Your objective ▸ Transcribe all of the listing exactly.

Task data ▸
*** Block opens ***

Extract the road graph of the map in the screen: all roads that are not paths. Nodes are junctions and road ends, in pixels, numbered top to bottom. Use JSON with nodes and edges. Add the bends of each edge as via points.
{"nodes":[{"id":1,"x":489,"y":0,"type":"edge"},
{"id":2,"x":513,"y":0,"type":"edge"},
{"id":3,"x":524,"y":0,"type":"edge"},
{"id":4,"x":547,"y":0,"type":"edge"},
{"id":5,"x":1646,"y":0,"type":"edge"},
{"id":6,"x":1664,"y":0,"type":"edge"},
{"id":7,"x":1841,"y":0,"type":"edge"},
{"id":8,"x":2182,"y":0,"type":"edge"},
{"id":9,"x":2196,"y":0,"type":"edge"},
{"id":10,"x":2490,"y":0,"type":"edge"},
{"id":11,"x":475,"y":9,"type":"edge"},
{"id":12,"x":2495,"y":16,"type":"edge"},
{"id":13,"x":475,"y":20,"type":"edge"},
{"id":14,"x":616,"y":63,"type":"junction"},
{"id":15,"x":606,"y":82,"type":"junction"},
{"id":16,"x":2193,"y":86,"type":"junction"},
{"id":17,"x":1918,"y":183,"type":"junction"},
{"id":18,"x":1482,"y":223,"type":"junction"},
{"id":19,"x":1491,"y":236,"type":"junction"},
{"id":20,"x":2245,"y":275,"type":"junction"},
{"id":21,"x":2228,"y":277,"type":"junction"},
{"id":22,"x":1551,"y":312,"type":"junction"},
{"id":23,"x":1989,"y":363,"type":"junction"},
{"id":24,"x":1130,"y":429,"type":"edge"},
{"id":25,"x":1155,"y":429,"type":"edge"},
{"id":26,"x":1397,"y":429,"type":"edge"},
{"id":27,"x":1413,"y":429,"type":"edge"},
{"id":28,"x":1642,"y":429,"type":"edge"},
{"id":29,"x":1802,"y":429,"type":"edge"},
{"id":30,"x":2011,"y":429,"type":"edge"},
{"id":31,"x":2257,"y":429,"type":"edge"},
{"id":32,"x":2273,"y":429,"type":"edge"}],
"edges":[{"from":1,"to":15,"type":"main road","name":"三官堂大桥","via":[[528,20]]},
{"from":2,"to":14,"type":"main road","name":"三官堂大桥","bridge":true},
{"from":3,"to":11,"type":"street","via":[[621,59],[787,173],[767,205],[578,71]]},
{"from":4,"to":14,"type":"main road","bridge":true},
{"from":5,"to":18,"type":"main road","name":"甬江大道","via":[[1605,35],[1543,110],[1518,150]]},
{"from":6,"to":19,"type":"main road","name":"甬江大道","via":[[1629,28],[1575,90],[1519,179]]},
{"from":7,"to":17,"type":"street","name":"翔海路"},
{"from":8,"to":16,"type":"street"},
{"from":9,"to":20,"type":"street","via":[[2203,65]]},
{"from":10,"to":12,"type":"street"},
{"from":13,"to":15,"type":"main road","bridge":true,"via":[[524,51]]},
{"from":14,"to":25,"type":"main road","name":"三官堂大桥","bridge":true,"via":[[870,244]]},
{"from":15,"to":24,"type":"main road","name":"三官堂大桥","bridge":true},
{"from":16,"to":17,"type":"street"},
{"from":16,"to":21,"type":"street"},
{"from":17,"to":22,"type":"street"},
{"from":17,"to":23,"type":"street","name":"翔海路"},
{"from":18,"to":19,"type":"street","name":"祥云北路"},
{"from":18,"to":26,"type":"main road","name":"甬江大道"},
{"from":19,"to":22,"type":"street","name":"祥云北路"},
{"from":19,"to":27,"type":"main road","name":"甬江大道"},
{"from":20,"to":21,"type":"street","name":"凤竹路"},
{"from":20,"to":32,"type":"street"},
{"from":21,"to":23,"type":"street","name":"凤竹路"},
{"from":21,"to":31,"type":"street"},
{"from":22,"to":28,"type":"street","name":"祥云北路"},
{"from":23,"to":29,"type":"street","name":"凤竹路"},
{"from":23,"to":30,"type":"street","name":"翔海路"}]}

*** Block closes ***

Result for this task ▸
Extract the road graph of the map in the screen: all roads that are not paths. Nodes are junctions and road ends, in pixels, numbered top to bottom. Use JSON with nodes and edges. Add the bends of each edge as via points.
{"nodes":[{"id":1,"x":489,"y":0,"type":"edge"},
{"id":2,"x":513,"y":0,"type":"edge"},
{"id":3,"x":524,"y":0,"type":"edge"},
{"id":4,"x":547,"y":0,"type":"edge"},
{"id":5,"x":1646,"y":0,"type":"edge"},
{"id":6,"x":1664,"y":0,"type":"edge"},
{"id":7,"x":1841,"y":0,"type":"edge"},
{"id":8,"x":2182,"y":0,"type":"edge"},
{"id":9,"x":2196,"y":0,"type":"edge"},
{"id":10,"x":2490,"y":0,"type":"edge"},
{"id":11,"x":475,"y":9,"type":"edge"},
{"id":12,"x":2495,"y":16,"type":"edge"},
{"id":13,"x":475,"y":20,"type":"edge"},
{"id":14,"x":616,"y":63,"type":"junction"},
{"id":15,"x":606,"y":82,"type":"junction"},
{"id":16,"x":2193,"y":86,"type":"junction"},
{"id":17,"x":1918,"y":183,"type":"junction"},
{"id":18,"x":1482,"y":223,"type":"junction"},
{"id":19,"x":1491,"y":236,"type":"junction"},
{"id":20,"x":2245,"y":275,"type":"junction"},
{"id":21,"x":2228,"y":277,"type":"junction"},
{"id":22,"x":1551,"y":312,"type":"junction"},
{"id":23,"x":1989,"y":363,"type":"junction"},
{"id":24,"x":1130,"y":429,"type":"edge"},
{"id":25,"x":1155,"y":429,"type":"edge"},
{"id":26,"x":1397,"y":429,"type":"edge"},
{"id":27,"x":1413,"y":429,"type":"edge"},
{"id":28,"x":1642,"y":429,"type":"edge"},
{"id":29,"x":1802,"y":429,"type":"edge"},
{"id":30,"x":2011,"y":429,"type":"edge"},
{"id":31,"x":2257,"y":429,"type":"edge"},
{"id":32,"x":2273,"y":429,"type":"edge"}],
"edges":[{"from":1,"to":15,"type":"main road","name":"三官堂大桥","via":[[528,20]]},
{"from":2,"to":14,"type":"main road","name":"三官堂大桥","bridge":true},
{"from":3,"to":11,"type":"street","via":[[621,59],[787,173],[767,205],[578,71]]},
{"from":4,"to":14,"type":"main road","bridge":true},
{"from":5,"to":18,"type":"main road","name":"甬江大道","via":[[1605,35],[1543,110],[1518,150]]},
{"from":6,"to":19,"type":"main road","name":"甬江大道","via":[[1629,28],[1575,90],[1519,179]]},
{"from":7,"to":17,"type":"street","name":"翔海路"},
{"from":8,"to":16,"type":"street"},
{"from":9,"to":20,"type":"street","via":[[2203,65]]},
{"from":10,"to":12,"type":"street"},
{"from":13,"to":15,"type":"main road","bridge":true,"via":[[524,51]]},
{"from":14,"to":25,"type":"main road","name":"三官堂大桥","bridge":true,"via":[[870,244]]},
{"from":15,"to":24,"type":"main road","name":"三官堂大桥","bridge":true},
{"from":16,"to":17,"type":"street"},
{"from":16,"to":21,"type":"street"},
{"from":17,"to":22,"type":"street"},
{"from":17,"to":23,"type":"street","name":"翔海路"},
{"from":18,"to":19,"type":"street","name":"祥云北路"},
{"from":18,"to":26,"type":"main road","name":"甬江大道"},
{"from":19,"to":22,"type":"street","name":"祥云北路"},
{"from":19,"to":27,"type":"main road","name":"甬江大道"},
{"from":20,"to":21,"type":"street","name":"凤竹路"},
{"from":20,"to":32,"type":"street"},
{"from":21,"to":23,"type":"street","name":"凤竹路"},
{"from":21,"to":31,"type":"street"},
{"from":22,"to":28,"type":"street","name":"祥云北路"},
{"from":23,"to":29,"type":"street","name":"凤竹路"},
{"from":23,"to":30,"type":"street","name":"翔海路"}]}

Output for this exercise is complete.